November 16, 1938 - Klaus Langer

WHEN

November 16, 1938

 

where

Germany

The Diary of Klaus Langer 

Most of the teen diaries written during the Holocaust were written after World War II began. They reflect the conditions faced by Jews in countries under German occupation and were often penned in ghettos or hiding places.  Klaus Langer is one of the few teen diarists to have written before the war in Germany. He began his accounts in 1937 and left a valuable record about this earlier period of Nazi persecution. 

Changes in Germany

Klaus’ diary entry on November 16th was only the second he was able to write after the infamous Kristallnacht pogrom on November 9th that represented a new phase in the Nazi persecution of Jews. Even one week later he was still struggling to comprehend the many ways that his life and circumstances had changed. He wrote, “A number of events occurred since my last entry. First, on November 15, I received a letter from school with a notice of dismissal. This became superfluous since that same day an order was issued that prohibited Jews from attending public schools. I did not realize at first that I no longer had to attend that awful school, with the ‘Heil Hitler’ at the beginning and end of every lesson, with the boring algebra, the terrible Latin, the way the teachers talked.  Each day that I did not have to attend school, I considered myself lucky. I was not in the least bit sorry.”

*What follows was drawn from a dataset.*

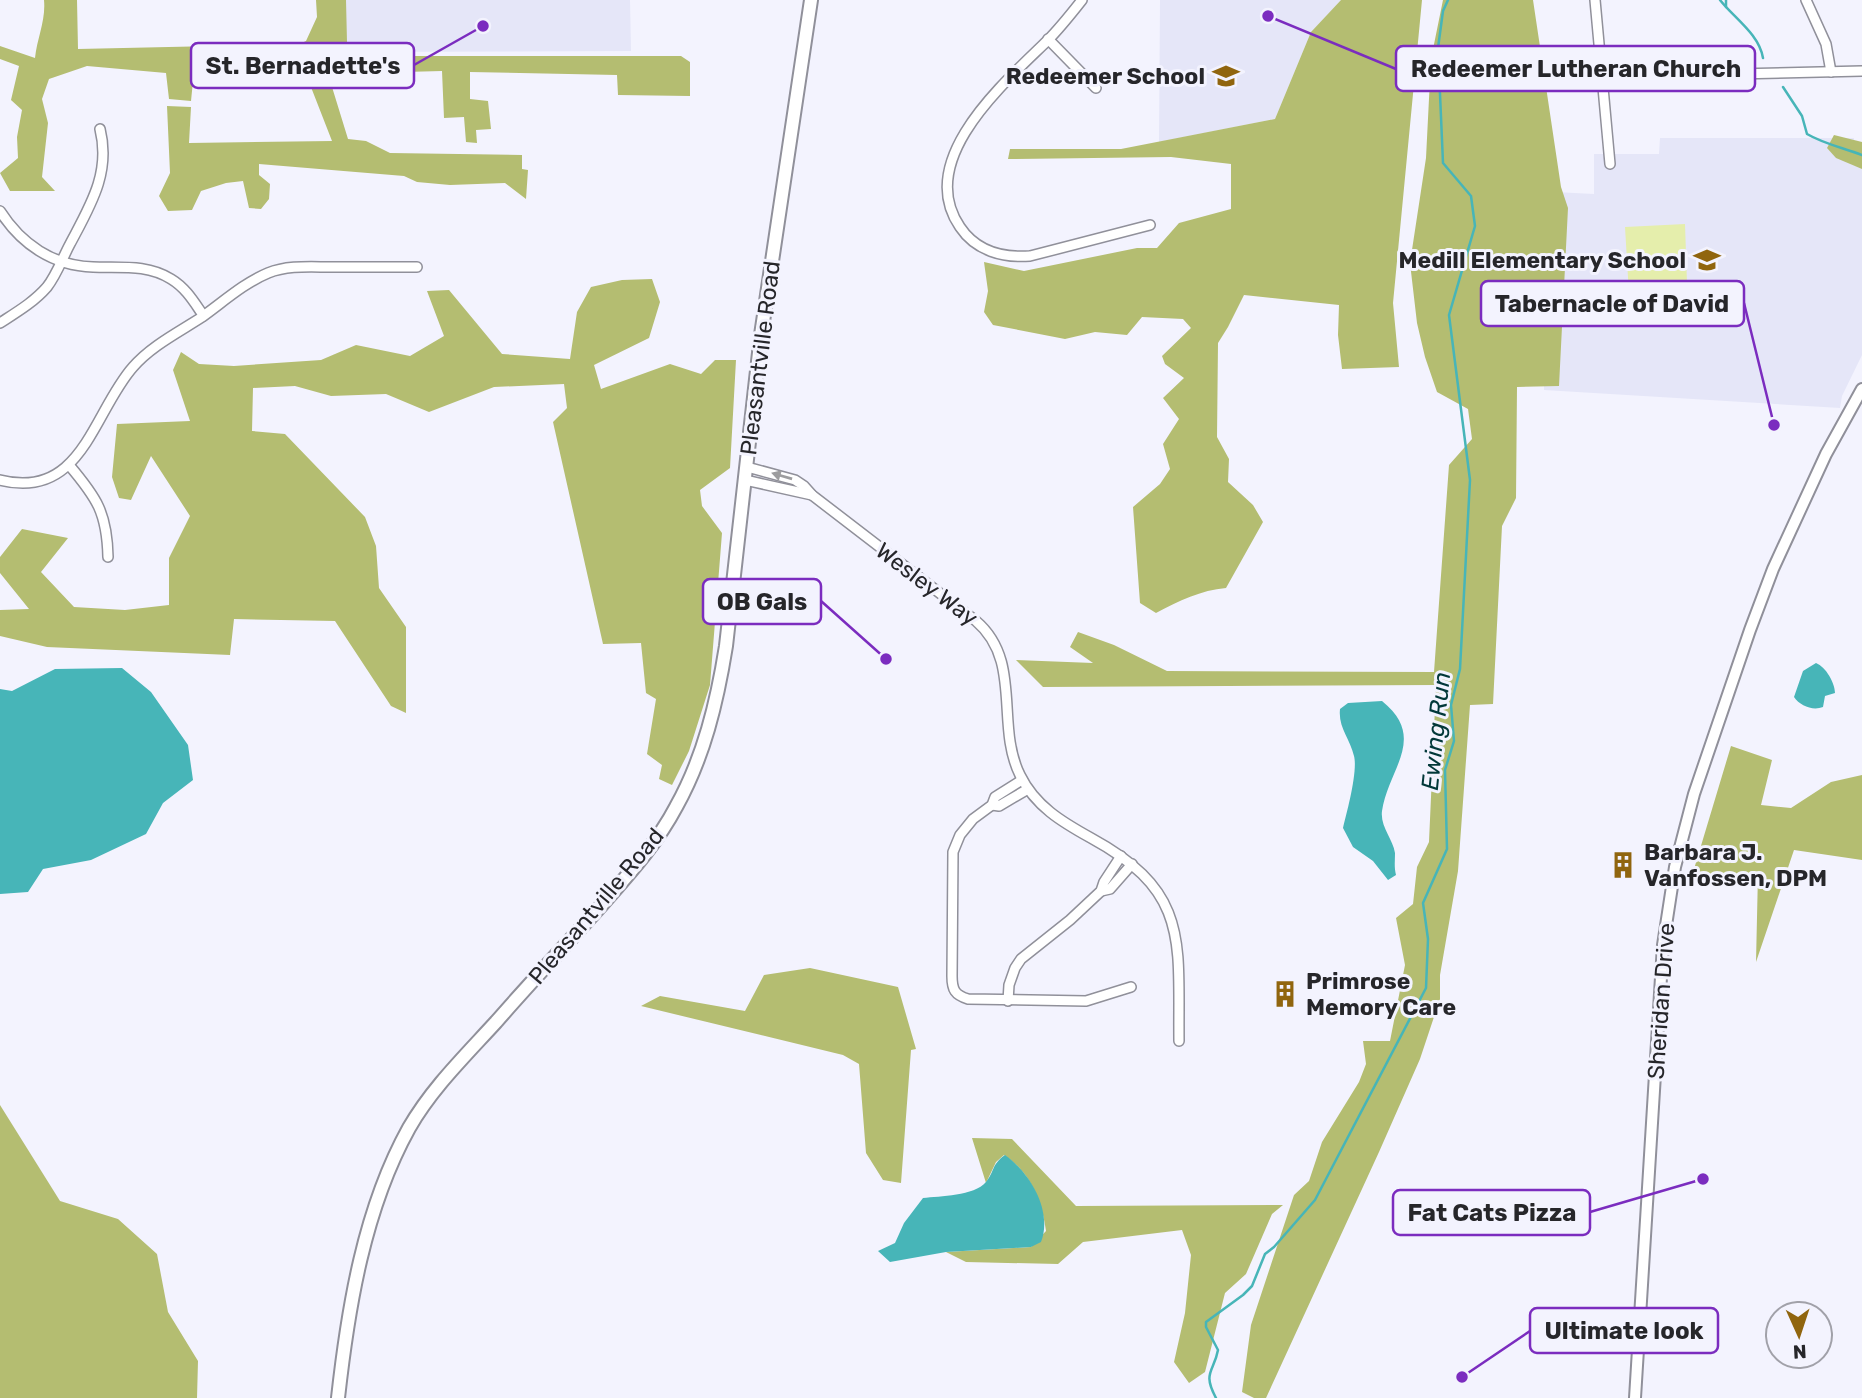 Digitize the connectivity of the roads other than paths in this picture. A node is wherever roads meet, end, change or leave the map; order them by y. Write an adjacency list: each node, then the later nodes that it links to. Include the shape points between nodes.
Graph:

Klaus’ reaction to these events was not typical. He was actively looking for a way out of Germany and was an ardent Zionist. Many German Jews, on the other hand, were deeply connected to their country and their gradual exclusion from the society of their birth brought out mixed emotions. For quite awhile after the Nazis took over, they hoped that the storm would pass and took comfort in those aspects of life that had been less affected. They often put up with anti-Jewish regulations as if they were annoyances that could be endured and eventually overcome. It was only after the dramatic events of Kristallnacht that they had to come to grips with the fact that Jewish life in Germany was coming to an end.

Klaus Langer’s diary was included in a book entitled, Salvaged Pages: Young Writers’ Diaries of the Holocaust.